I have recently bought a 7 month old Mk3 TTS with the optional 20' wheels. Unfortunately I managed to very slightly curb one of the alloys, its basically taken off the top coat of the lacquer/paint. I can repair it myself, so contacted Audi regarding a colour code. They came back with the code LD8 and the name Galvanic or Galvano Silver, but they were unable to tell me where to get this colour touch up paint. I visited Halfords as they can usually mix paint for cars, but there computer system couldn't find the code. 
So i'm stuck at the moment, so any suggestions would be greatly received.

Cheers


----------



## brittan (May 18, 2007)

The code LD8 lines up with Galvano Silver so that information seems correct.

Wheel paint codes and the paint itself are more difficult to find than body colours: a bit odd since the wheels are so vulnerable.

I've used *paints4u* before but using that colour code & name on their site got no result.

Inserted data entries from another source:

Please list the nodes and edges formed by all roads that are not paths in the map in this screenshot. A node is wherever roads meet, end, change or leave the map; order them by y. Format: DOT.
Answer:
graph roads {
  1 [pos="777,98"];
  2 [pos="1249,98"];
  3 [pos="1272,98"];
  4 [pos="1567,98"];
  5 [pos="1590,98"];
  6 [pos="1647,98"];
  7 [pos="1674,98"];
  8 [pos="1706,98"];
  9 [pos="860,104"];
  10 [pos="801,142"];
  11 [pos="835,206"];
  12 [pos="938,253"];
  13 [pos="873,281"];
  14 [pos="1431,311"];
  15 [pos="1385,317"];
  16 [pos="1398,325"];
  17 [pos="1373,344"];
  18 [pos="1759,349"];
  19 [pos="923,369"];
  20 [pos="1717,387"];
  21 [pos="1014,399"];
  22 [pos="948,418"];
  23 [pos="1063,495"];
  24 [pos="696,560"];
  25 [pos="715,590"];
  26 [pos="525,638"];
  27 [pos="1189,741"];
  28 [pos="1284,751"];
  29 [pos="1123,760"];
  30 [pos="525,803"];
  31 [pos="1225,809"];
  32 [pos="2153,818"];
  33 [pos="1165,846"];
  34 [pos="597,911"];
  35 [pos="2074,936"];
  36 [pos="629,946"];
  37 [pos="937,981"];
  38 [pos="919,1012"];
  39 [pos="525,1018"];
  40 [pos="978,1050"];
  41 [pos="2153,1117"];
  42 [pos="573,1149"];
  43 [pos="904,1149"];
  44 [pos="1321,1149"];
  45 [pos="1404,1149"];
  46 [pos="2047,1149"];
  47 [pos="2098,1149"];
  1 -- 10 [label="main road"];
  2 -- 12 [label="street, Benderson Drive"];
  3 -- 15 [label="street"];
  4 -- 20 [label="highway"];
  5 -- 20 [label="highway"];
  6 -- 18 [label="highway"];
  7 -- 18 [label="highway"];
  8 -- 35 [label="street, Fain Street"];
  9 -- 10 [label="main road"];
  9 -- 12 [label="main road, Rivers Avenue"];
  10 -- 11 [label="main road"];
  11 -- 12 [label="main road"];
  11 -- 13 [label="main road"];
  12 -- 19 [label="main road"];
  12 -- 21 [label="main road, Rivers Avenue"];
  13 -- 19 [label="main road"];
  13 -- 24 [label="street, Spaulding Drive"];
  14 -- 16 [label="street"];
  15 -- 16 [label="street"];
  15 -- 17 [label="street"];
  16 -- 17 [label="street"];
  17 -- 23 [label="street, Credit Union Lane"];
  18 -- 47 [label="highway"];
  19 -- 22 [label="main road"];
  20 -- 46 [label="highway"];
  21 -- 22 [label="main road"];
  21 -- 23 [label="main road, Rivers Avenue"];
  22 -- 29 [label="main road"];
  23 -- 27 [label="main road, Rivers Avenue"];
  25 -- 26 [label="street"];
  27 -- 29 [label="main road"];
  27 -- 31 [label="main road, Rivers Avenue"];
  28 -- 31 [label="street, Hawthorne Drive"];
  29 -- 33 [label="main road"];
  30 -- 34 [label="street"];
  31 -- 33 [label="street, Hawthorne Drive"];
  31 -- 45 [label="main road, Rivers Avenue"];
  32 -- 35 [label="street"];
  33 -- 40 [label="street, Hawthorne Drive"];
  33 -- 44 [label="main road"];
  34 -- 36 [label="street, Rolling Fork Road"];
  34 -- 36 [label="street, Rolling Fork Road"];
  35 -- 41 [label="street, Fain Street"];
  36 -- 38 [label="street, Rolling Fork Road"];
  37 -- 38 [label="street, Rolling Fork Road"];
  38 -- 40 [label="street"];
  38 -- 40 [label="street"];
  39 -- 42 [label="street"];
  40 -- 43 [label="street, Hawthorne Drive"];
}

It might be worth giving them a call; other wise search for _car aerosol spray paints_ or similar to find other on-line suppliers.


----------



## gAgNiCk (Dec 25, 2017)

ballyboy1067 said:


> I have recently bought a 7 month old Mk3 TTS with the optional 20' wheels. Unfortunately I managed to very slightly curb one of the alloys, its basically taken off the top coat of the lacquer/paint. I can repair it myself, so contacted Audi regarding a colour code. They came back with the code LD8 and the name Galvanic or Galvano Silver, but they were unable to tell me where to get this colour touch up paint. I visited Halfords as they can usually mix paint for cars, but there computer system couldn't find the code.
> So i'm stuck at the moment, so any suggestions would be greatly received.
> 
> Cheers


 Did you manage to track down this paint from anywhere?


----------



## Hoggy (May 8, 2002)

Hi, Don't know your location, but this place can produce any colour, will probably very be expensive, but must be others that use the same technique.
http://www.prestonfarm.co.uk/colour-mat ... ology.html
Hoggy.


----------